** Opening THE DATA block **

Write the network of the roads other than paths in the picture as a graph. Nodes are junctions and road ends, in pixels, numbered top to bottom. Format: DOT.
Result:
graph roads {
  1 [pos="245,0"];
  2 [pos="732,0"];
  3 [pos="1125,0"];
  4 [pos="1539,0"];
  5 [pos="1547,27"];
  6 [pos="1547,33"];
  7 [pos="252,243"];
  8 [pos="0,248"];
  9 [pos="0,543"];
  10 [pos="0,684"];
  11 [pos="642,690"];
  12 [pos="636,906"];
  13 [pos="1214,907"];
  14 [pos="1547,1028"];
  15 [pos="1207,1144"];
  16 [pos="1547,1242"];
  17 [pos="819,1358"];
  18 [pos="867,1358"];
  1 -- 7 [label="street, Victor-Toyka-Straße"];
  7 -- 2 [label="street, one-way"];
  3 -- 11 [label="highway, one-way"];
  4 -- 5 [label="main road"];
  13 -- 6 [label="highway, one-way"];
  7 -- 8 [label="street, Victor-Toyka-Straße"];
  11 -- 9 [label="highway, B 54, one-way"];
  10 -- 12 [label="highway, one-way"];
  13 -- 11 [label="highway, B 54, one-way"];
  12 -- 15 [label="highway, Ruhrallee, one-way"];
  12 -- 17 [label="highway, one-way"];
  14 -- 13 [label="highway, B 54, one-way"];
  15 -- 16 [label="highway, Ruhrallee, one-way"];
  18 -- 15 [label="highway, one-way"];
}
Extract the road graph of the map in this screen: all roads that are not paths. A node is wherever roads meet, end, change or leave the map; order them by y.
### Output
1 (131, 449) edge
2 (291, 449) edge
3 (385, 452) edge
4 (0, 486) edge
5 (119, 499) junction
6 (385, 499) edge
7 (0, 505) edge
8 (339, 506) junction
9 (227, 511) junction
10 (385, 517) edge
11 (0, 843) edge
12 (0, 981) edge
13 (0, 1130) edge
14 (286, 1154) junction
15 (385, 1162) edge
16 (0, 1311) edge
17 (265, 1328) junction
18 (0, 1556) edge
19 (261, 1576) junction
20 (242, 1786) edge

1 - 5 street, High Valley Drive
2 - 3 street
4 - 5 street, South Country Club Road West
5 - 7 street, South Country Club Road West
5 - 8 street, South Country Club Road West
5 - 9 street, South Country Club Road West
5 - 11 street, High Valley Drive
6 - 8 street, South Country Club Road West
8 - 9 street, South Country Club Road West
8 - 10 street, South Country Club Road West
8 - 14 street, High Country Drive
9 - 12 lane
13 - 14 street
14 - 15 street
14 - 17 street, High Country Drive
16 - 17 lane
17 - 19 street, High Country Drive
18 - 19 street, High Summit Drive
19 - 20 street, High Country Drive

** Closing THE DATA block **

*EXERCISE*. Report every line in the listing that holds the word "Country".

*SOLUTION TO THIS EXERCISE*.
4 - 5 street, South Country Club Road West
5 - 7 street, South Country Club Road West
5 - 8 street, South Country Club Road West
5 - 9 street, South Country Club Road West
6 - 8 street, South Country Club Road West
8 - 9 street, South Country Club Road West
8 - 10 street, South Country Club Road West
8 - 14 street, High Country Drive
14 - 17 street, High Country Drive
17 - 19 street, High Country Drive
19 - 20 street, High Country Drive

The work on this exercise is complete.